Film review: American Sniper ****

By Preston Wilder

The first half-hour of American Sniper is a stunning demonstration of movies’ power to make us identify with a total stranger, hence manipulate our feelings. We open in Iraq, where sniper Chris Kyle (Bradley Cooper) is perched on a rooftop, rifle at the ready (the camera actually pans from the rifle to the man). His gun is pointed at two suspected bombers: a woman and her young son. “Your call,” says a fellow soldier – and any sane audience will be hoping Kyle doesn’t pull the trigger, even as woman and boy act increasingly suspiciously. Who wants to see a child get his head blown off? But the film cuts away, leaving the situation in mid-air, flashing back to Kyle’s youth and how he ended up on that rooftop – and, by the time we return half an hour later, we understand why he has to shoot, and may even be willing him to do so. The film’s world has become his world. We no longer see the child; we see him.

I say ‘we’, and of course I mean myself – but I’m not the target audience for American Sniper, if anything I tend to resent this kind of movie. 14 years of foreign wars seem to have erased a lot of nuance from American cinema – not just in films which are explicitly about the ‘war on terror’ (Lone Survivor, Zero Dark Thirty) but, for instance, in the recent Captain Phillips, which reflexively treated its Somali pirates as an Other to be wiped out. Chris Kyle is a lot like the snipers in that film’s queasy climax, waiting for the Somalis to lift up their heads so they can be shot.
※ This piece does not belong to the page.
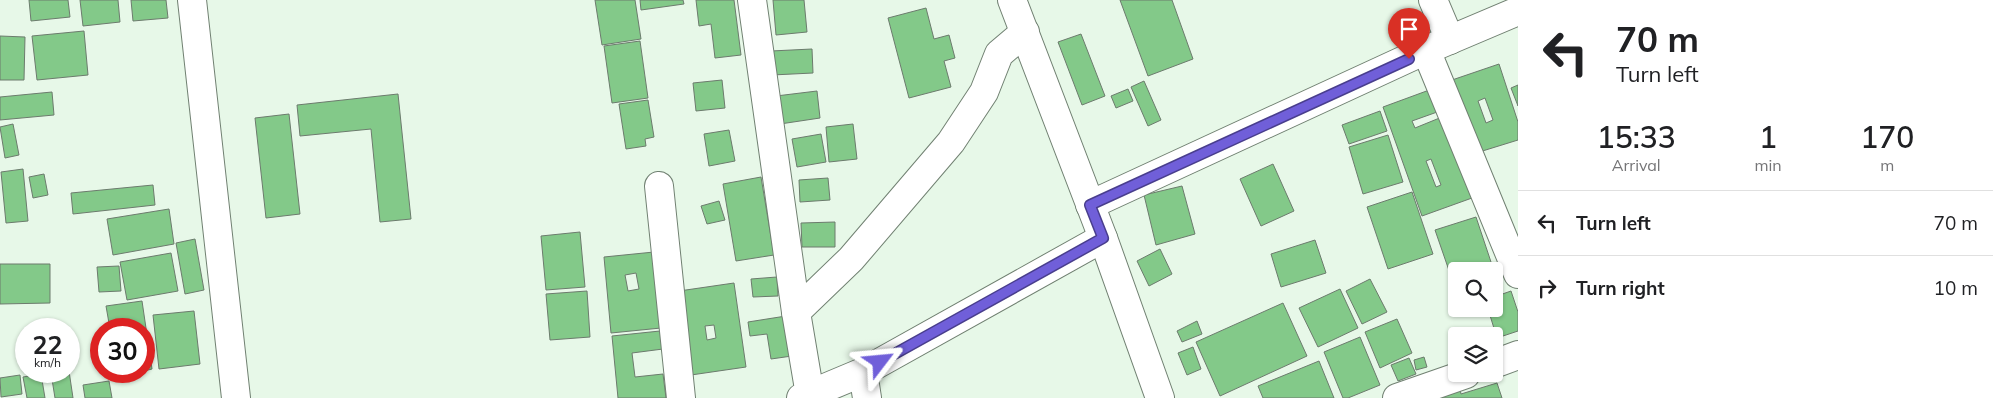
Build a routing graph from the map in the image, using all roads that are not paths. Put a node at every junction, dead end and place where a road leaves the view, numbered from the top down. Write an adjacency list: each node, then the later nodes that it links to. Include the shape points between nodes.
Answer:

In fact, one could say that a sniper is the perfect symbol for America’s war, which tends to be fought with drones and long-range technology: sitting snugly on his rooftop with the people below at his mercy, ready to rain down hi-tech destruction at a moment’s notice.

American Sniper – a runaway hit on home soil, having made over $300 million at the US box office – doesn’t placate those doubts, if anything it aggravates them. The film’s depiction of Iraqis as devious, homicidal or both doesn’t exactly scream sensitivity, and when the Army vows to “put the fear of God into these savages” the film takes that at face value. Yet this is an immensely potent drama – and, despite appearances, not an irresponsible one.

Cooper plays Kyle as a man of few words: bulked-up, inarticulate, self-consciously a rugged individualist (an early girlfriend tries to hurt him by sneering that he thinks he’s a cowboy, but he’s really just a ranch-hand). It’s a wholly successful performance by an actor previously known for garrulous smart-alecks – and it’s clearly modelled on the film’s director, 84-year-old Clint Eastwood, who would surely have played the role himself back in the day. Part of Sniper’s success lies in putting the man in context – a church-going, gun-loving, patriotic Texas context, and a righteous dad who drums it into young Chris that there are three kinds of people in this world, sheep, wolves and sheepdogs. He, of course, is a sheepdog, fated to fight the predators with his “gift of aggression”.

Is aggression a gift? Eastwood and Cooper walk a fine line with miraculous delicacy, managing to preserve Kyle’s worldview – his steadfast air of certitude – while also suggesting all the things that may be eating away at him. He won’t talk about war with his wife Taya (Sienna Miller), but does lash out briefly at all the people leading “simple, simplistic lives” while soldiers are dying. A doctor finds he has high pressure; a shrink diagnoses “a saviour complex”. His faith in the Army may be misplaced – war is “all part of the plan,” he says airily, but what if the higher-ups don’t have a plan? – yet he knows he can’t waver; one of his buddies writes a letter to his wife, confessing doubts, and is dead just a few days later (“That letter killed him”). In the end he becomes obsessed, haunted. “I need you to be human again,” says Taya.

All this is there – yet the film isn’t deep, or especially subtle. Iraq is an action movie, with revenge missions (“We’re going back out!”) and Dirty Harry lines like “Lights out, mooj!” (from ‘mujahideen’). One battle sequence keeps cutting back to pregnant Taya in the US, listening on the phone and increasingly distraught, in a way that’s downright tasteless (I assumed it was plot-related, i.e. she was going to lose the baby, but no, it’s just Clint being Clint). In the end, it’s hard to say why American Sniper works so much better than the superficially-similar Fury, another recent tale of virtuous soldiers – but maybe it just comes down to that old chestnut, a movie’s power to make us identify with a total stranger. Chris Kyle is “dangerous”, and also very good at his job. So is this movie.